Saved data entries:
##########

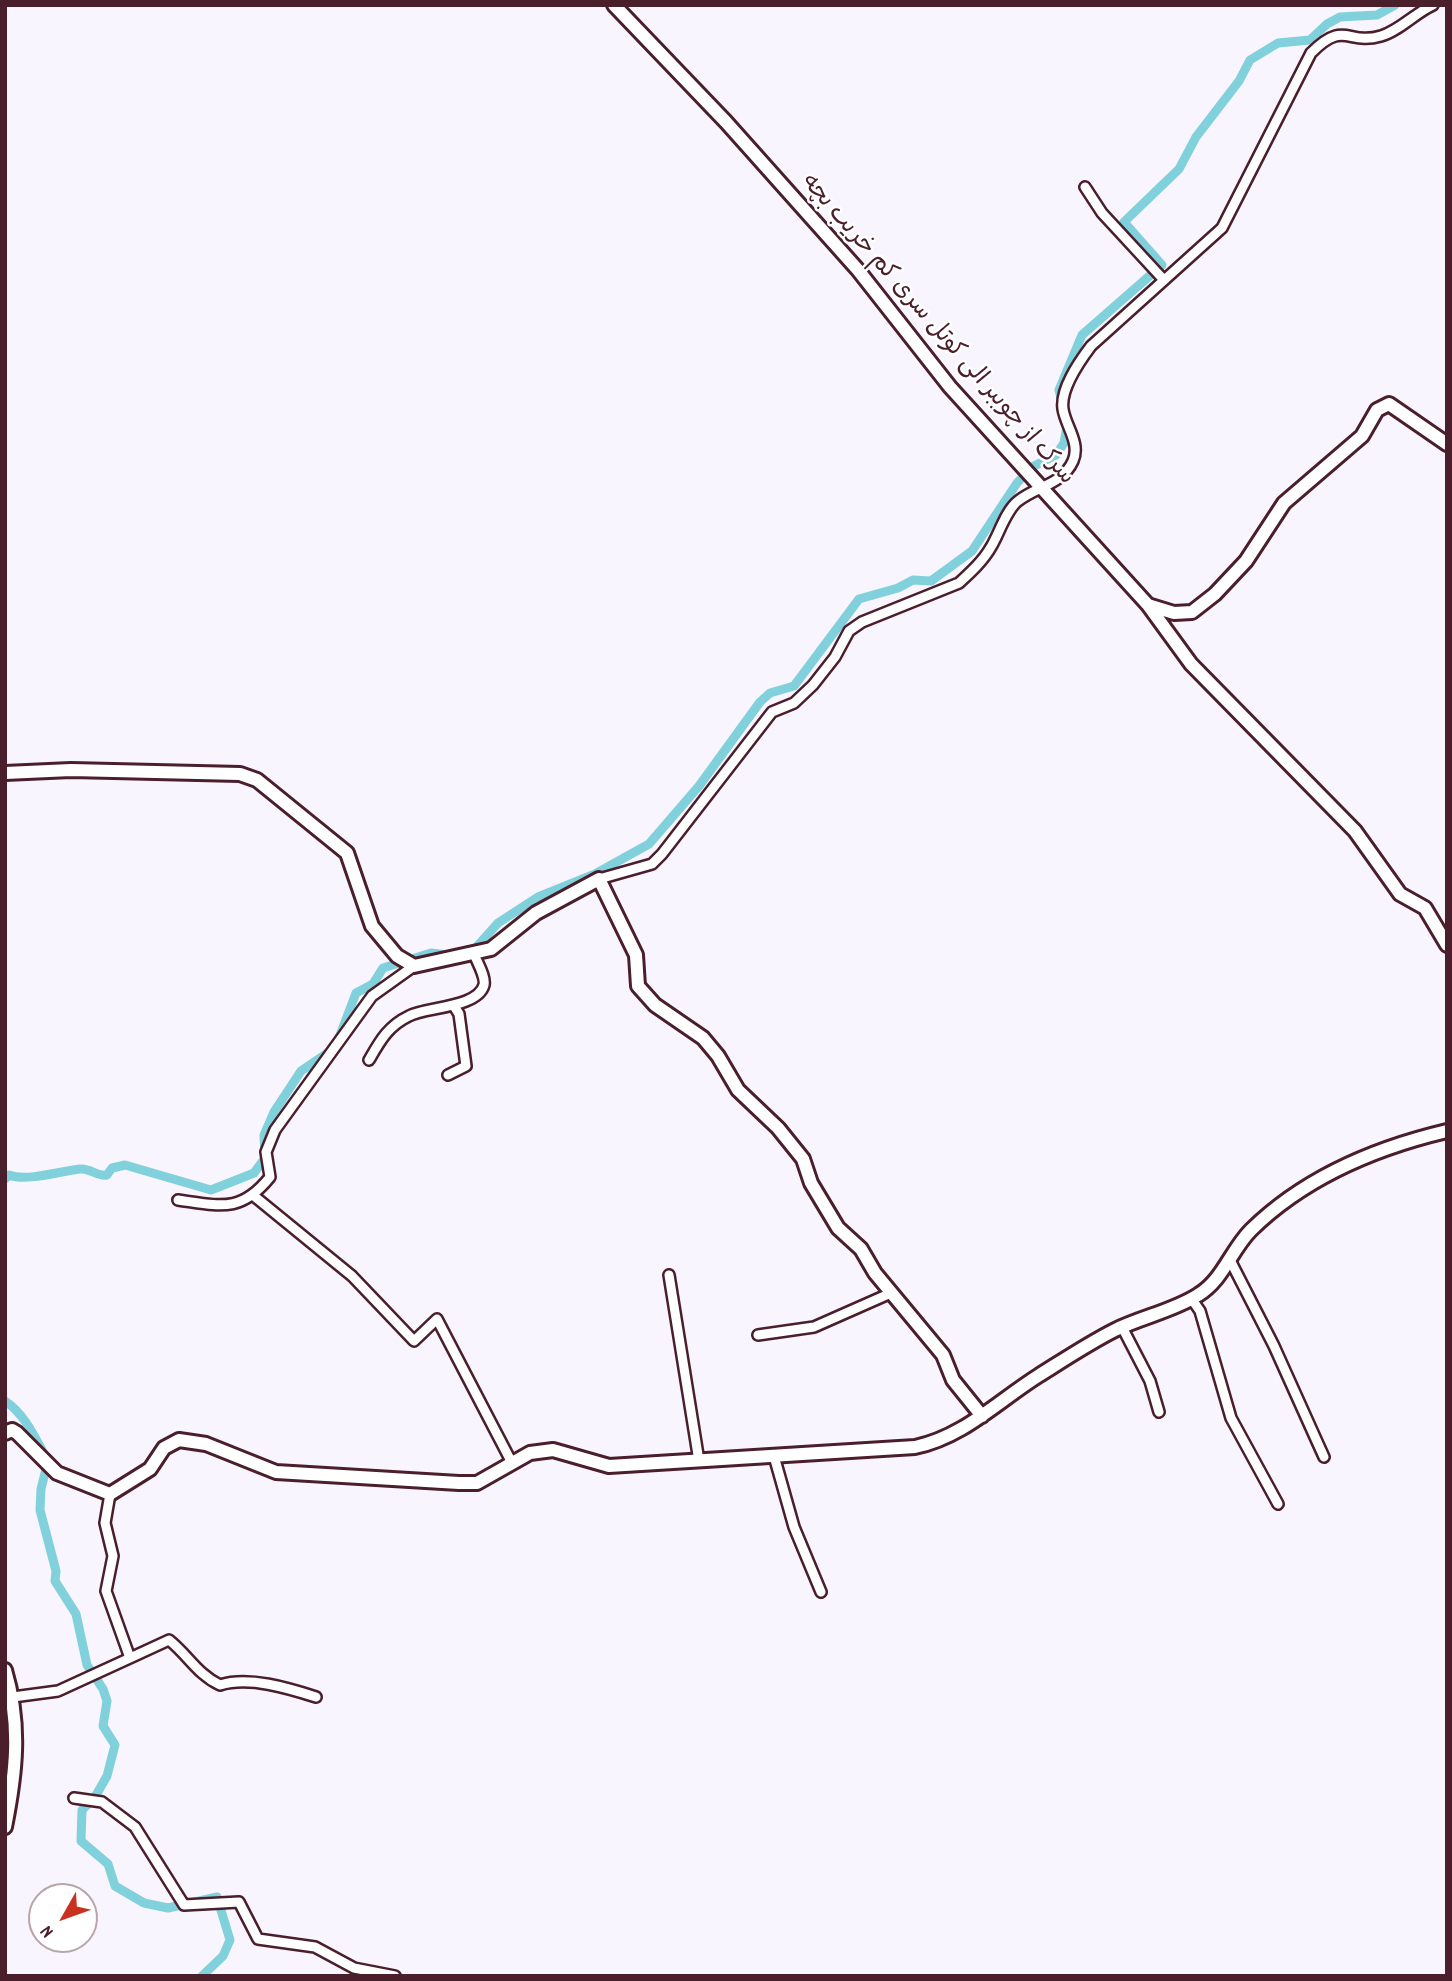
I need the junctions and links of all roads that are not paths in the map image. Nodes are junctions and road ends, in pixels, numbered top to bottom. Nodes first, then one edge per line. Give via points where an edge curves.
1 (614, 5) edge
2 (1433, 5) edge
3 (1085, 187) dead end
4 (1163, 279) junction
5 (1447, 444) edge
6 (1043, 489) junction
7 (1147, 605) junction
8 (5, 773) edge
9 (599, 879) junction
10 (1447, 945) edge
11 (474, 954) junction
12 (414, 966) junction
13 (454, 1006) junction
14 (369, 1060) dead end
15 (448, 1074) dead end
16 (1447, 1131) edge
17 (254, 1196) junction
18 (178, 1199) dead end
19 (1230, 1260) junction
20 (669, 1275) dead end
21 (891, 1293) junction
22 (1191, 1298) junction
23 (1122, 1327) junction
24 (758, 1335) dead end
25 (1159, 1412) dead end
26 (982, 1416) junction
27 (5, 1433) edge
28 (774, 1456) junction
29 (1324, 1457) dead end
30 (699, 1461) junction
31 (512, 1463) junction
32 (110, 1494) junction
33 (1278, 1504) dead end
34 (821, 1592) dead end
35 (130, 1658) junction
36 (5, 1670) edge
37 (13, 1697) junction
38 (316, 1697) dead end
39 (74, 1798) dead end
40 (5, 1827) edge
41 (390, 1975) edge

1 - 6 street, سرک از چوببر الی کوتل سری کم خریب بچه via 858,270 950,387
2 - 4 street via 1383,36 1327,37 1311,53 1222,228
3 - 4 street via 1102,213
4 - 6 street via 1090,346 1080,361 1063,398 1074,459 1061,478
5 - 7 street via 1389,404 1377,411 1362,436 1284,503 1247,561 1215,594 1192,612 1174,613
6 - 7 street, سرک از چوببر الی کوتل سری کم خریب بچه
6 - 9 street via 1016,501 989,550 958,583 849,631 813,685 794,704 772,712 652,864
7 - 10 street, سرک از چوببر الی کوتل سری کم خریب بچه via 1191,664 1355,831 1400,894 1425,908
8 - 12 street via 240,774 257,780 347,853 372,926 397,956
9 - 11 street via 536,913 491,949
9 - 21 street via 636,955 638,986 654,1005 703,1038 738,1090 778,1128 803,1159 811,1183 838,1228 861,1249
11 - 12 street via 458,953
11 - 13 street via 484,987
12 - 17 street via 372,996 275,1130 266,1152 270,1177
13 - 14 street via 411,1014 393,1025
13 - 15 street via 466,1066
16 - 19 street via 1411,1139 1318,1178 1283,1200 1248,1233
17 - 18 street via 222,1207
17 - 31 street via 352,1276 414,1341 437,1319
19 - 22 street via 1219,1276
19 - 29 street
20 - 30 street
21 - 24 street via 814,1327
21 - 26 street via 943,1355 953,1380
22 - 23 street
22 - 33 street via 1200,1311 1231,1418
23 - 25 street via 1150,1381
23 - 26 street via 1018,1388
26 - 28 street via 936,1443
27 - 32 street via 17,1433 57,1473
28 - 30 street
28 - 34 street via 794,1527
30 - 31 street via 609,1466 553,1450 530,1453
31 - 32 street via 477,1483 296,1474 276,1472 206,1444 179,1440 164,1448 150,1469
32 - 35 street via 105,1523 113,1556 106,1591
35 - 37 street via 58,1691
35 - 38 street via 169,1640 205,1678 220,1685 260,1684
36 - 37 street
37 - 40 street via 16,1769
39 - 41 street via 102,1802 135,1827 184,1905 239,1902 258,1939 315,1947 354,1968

##########

The records must appear again word for word, though none of their pictures should.

Problem solution:
I need the junctions and links of all roads that are not paths in the map image. Nodes are junctions and road ends, in pixels, numbered top to bottom. Nodes first, then one edge per line. Give via points where an edge curves.
1 (614, 5) edge
2 (1433, 5) edge
3 (1085, 187) dead end
4 (1163, 279) junction
5 (1447, 444) edge
6 (1043, 489) junction
7 (1147, 605) junction
8 (5, 773) edge
9 (599, 879) junction
10 (1447, 945) edge
11 (474, 954) junction
12 (414, 966) junction
13 (454, 1006) junction
14 (369, 1060) dead end
15 (448, 1074) dead end
16 (1447, 1131) edge
17 (254, 1196) junction
18 (178, 1199) dead end
19 (1230, 1260) junction
20 (669, 1275) dead end
21 (891, 1293) junction
22 (1191, 1298) junction
23 (1122, 1327) junction
24 (758, 1335) dead end
25 (1159, 1412) dead end
26 (982, 1416) junction
27 (5, 1433) edge
28 (774, 1456) junction
29 (1324, 1457) dead end
30 (699, 1461) junction
31 (512, 1463) junction
32 (110, 1494) junction
33 (1278, 1504) dead end
34 (821, 1592) dead end
35 (130, 1658) junction
36 (5, 1670) edge
37 (13, 1697) junction
38 (316, 1697) dead end
39 (74, 1798) dead end
40 (5, 1827) edge
41 (390, 1975) edge

1 - 6 street, سرک از چوببر الی کوتل سری کم خریب بچه via 858,270 950,387
2 - 4 street via 1383,36 1327,37 1311,53 1222,228
3 - 4 street via 1102,213
4 - 6 street via 1090,346 1080,361 1063,398 1074,459 1061,478
5 - 7 street via 1389,404 1377,411 1362,436 1284,503 1247,561 1215,594 1192,612 1174,613
6 - 7 street, سرک از چوببر الی کوتل سری کم خریب بچه
6 - 9 street via 1016,501 989,550 958,583 849,631 813,685 794,704 772,712 652,864
7 - 10 street, سرک از چوببر الی کوتل سری کم خریب بچه via 1191,664 1355,831 1400,894 1425,908
8 - 12 street via 240,774 257,780 347,853 372,926 397,956
9 - 11 street via 536,913 491,949
9 - 21 street via 636,955 638,986 654,1005 703,1038 738,1090 778,1128 803,1159 811,1183 838,1228 861,1249
11 - 12 street via 458,953
11 - 13 street via 484,987
12 - 17 street via 372,996 275,1130 266,1152 270,1177
13 - 14 street via 411,1014 393,1025
13 - 15 street via 466,1066
16 - 19 street via 1411,1139 1318,1178 1283,1200 1248,1233
17 - 18 street via 222,1207
17 - 31 street via 352,1276 414,1341 437,1319
19 - 22 street via 1219,1276
19 - 29 street
20 - 30 street
21 - 24 street via 814,1327
21 - 26 street via 943,1355 953,1380
22 - 23 street
22 - 33 street via 1200,1311 1231,1418
23 - 25 street via 1150,1381
23 - 26 street via 1018,1388
26 - 28 street via 936,1443
27 - 32 street via 17,1433 57,1473
28 - 30 street
28 - 34 street via 794,1527
30 - 31 street via 609,1466 553,1450 530,1453
31 - 32 street via 477,1483 296,1474 276,1472 206,1444 179,1440 164,1448 150,1469
32 - 35 street via 105,1523 113,1556 106,1591
35 - 37 street via 58,1691
35 - 38 street via 169,1640 205,1678 220,1685 260,1684
36 - 37 street
37 - 40 street via 16,1769
39 - 41 street via 102,1802 135,1827 184,1905 239,1902 258,1939 315,1947 354,1968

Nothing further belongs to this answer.